Do Japão virá nascente ano uma versão restaurada de “Tóquio Violenta”, de 1966, clássico de Seijun Suzuki, um Ozu da era silenciosa, “Eu Nasci, Mas…”, de 1932, e mais uma série de filmes de Kosaku Yamashita, profissional em filmes de gangues criminais da geração do pós-guerra. Pouco espargido no Brasil, sem grande portfólio crítico internacional, pode ser um cineasta a deslindar.
Entre os salteados, destaque para alguns restauros recentes que chegam dos EUA: “Carrie, a Estranha”, de Brian de Palma, de 1976, e “Intriga Internacional”, de 1959, de Alfred Hitchcock. Dois filmes maiores, sem incerteza. Mas cá também vale sobresair alguns franceses, porquê “Surcouf”, de 1924, com Antonin Artaud, “Pension Mimosas”, de Jacques Feyder, de 1935 e, sobretudo, “Pepé Le Moko”, de Julien Duvivier, de 1937.
O ano de 1924 é muito representado pela Alemanha, mais precisamente por “O Último Varão”, de F.W. Murnau, filme que ensinou o mundo a movimentar a câmera e mudou a rosto do cinema.
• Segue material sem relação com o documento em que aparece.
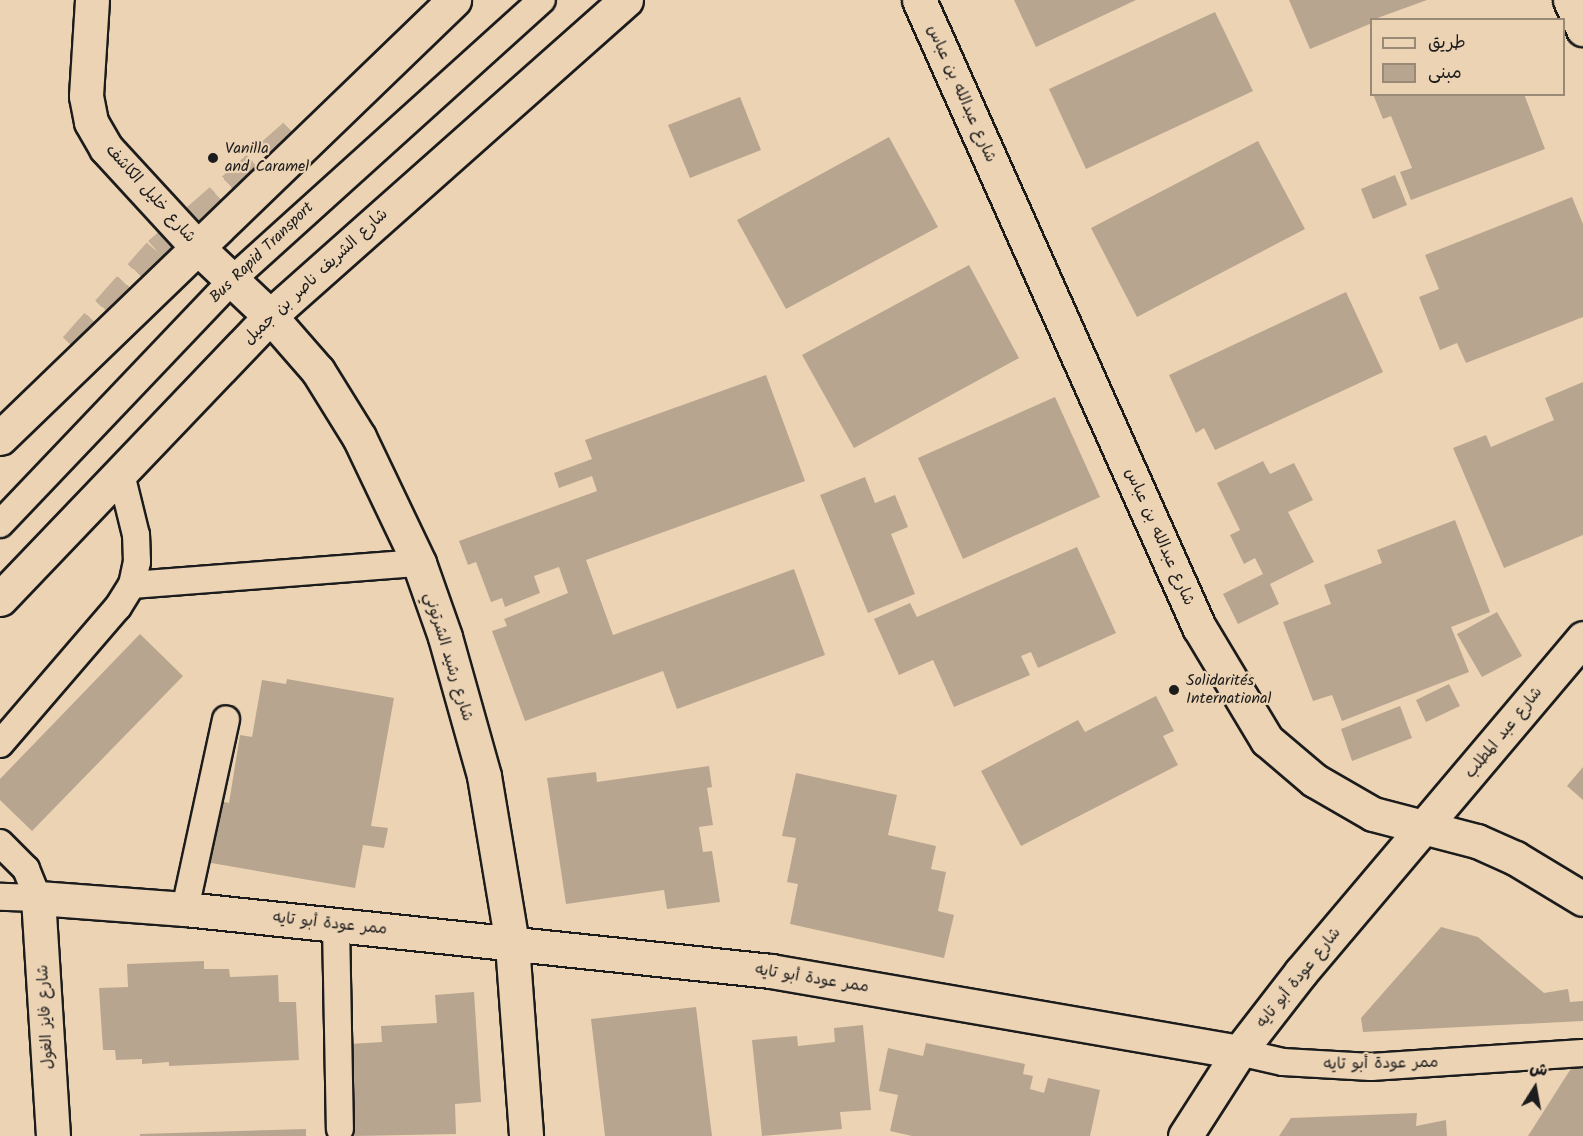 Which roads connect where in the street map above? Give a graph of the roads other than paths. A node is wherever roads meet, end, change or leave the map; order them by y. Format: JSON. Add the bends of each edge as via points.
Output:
{"nodes":[{"id":1,"x":92,"y":0,"type":"edge"},
{"id":2,"x":453,"y":0,"type":"edge"},
{"id":3,"x":542,"y":0,"type":"edge"},
{"id":4,"x":626,"y":0,"type":"edge"},
{"id":5,"x":919,"y":0,"type":"edge"},
{"id":6,"x":1570,"y":0,"type":"edge"},
{"id":7,"x":1583,"y":29,"type":"edge"},
{"id":8,"x":198,"y":248,"type":"junction"},
{"id":9,"x":233,"y":279,"type":"junction"},
{"id":10,"x":270,"y":315,"type":"junction"},
{"id":11,"x":0,"y":438,"type":"edge"},
{"id":12,"x":121,"y":474,"type":"junction"},
{"id":13,"x":0,"y":524,"type":"edge"},
{"id":14,"x":419,"y":563,"type":"junction"},
{"id":15,"x":132,"y":585,"type":"junction"},
{"id":16,"x":0,"y":599,"type":"edge"},
{"id":17,"x":1583,"y":638,"type":"edge"},
{"id":18,"x":226,"y":719,"type":"dead end"},
{"id":19,"x":0,"y":744,"type":"edge"},
{"id":20,"x":1426,"y":828,"type":"junction"},
{"id":21,"x":0,"y":843,"type":"edge"},
{"id":22,"x":0,"y":897,"type":"edge"},
{"id":23,"x":38,"y":898,"type":"junction"},
{"id":24,"x":1583,"y":899,"type":"edge"},
{"id":25,"x":185,"y":909,"type":"junction"},
{"id":26,"x":336,"y":925,"type":"junction"},
{"id":27,"x":512,"y":945,"type":"junction"},
{"id":28,"x":1239,"y":1052,"type":"junction"},
{"id":29,"x":1583,"y":1053,"type":"edge"},
{"id":30,"x":339,"y":1130,"type":"dead end"},
{"id":31,"x":53,"y":1136,"type":"edge"},
{"id":32,"x":526,"y":1136,"type":"edge"},
{"id":33,"x":1185,"y":1136,"type":"edge"}],
"edges":[{"from":1,"to":8,"type":"street","name":"شارع خليل الكاشف","via":[[86,96],[91,122],[106,148]]},
{"from":2,"to":8,"type":"street"},
{"from":3,"to":9,"type":"lane","name":"Bus Rapid Transport"},
{"from":4,"to":10,"type":"street","name":"شارع الشريف ناصر بن جميل"},
{"from":5,"to":20,"type":"street","name":"شارع عبدالله بن عباس","via":[[1199,627],[1233,689],[1267,740],[1314,780],[1373,813]]},
{"from":6,"to":7,"type":"street"},
{"from":8,"to":9,"type":"street","name":"شارع رشيد الشرتوني"},
{"from":8,"to":11,"type":"street"},
{"from":9,"to":10,"type":"street","name":"شارع رشيد الشرتوني"},
{"from":9,"to":13,"type":"lane","name":"Bus Rapid Transport"},
{"from":10,"to":12,"type":"street","name":"شارع الشريف ناصر بن جميل"},
{"from":10,"to":14,"type":"street","name":"شارع رشيد الشرتوني","via":[[318,371],[359,437]]},
{"from":12,"to":15,"type":"lane","via":[[136,535],[137,562]]},
{"from":12,"to":16,"type":"street","name":"شارع الشريف ناصر بن جميل"},
{"from":14,"to":15,"type":"lane"},
{"from":14,"to":27,"type":"street","name":"شارع رشيد الشرتوني","via":[[484,776]]},
{"from":15,"to":19,"type":"lane","via":[[118,608]]},
{"from":17,"to":20,"type":"street","name":"شارع عبد المطلب"},
{"from":18,"to":25,"type":"lane"},
{"from":20,"to":24,"type":"street","name":"شارع عبدالله بن عباس","via":[[1477,841],[1515,858]]},
{"from":20,"to":28,"type":"street","name":"شارع عودة أبو تايه","via":[[1301,972]]},
{"from":21,"to":23,"type":"lane","via":[[26,869]]},
{"from":22,"to":23,"type":"lane"},
{"from":23,"to":25,"type":"street","name":"ممر عودة أبو تايه"},
{"from":23,"to":31,"type":"street","name":"شارع فايز الغول"},
{"from":25,"to":26,"type":"street","name":"ممر عودة أبو تايه"},
{"from":26,"to":27,"type":"street","name":"ممر عودة أبو تايه"},
{"from":26,"to":30,"type":"lane"},
{"from":27,"to":28,"type":"street","name":"ممر عودة أبو تايه","via":[[771,971]]},
{"from":27,"to":32,"type":"street","name":"شارع رشيد الشرتوني"},
{"from":28,"to":29,"type":"lane","name":"ممر عودة أبو تايه","via":[[1283,1062],[1371,1067]]},
{"from":28,"to":33,"type":"street","name":"شارع عودة أبو تايه"}]}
Também de lá chega “Ordet”, de Gustav Molander, de 1943, que precede em 12 anos o clássico integral de Carl Dreyer.
Faltou manifestar que talvez o principal evento do festival, um restauro do clássico “Napoleão” de Abel Gance será exibido exclusivamente uma vez e somente a primeira segmento.
Na verdade, o 38º Cinema Ritrovato ressente-se de alguma coisa que dê unidade às propostas dos vários organizadores. O problema vem desde a morte de seu diretor artístico, Peter van Bagh, ocorrida em 2014.
O número de salas cresce —são duas acrescentadas nos últimos anos—, o de público cresce ainda mais e exige um maior número de filmes e sessões. São problemas que vêm junto com a credibilidade do festival da Cinemateca de Bolonha.
Já o caos criado pela empresa encarregada de fazer as reservas é um golpe pesado na credibilidade da organização do festival.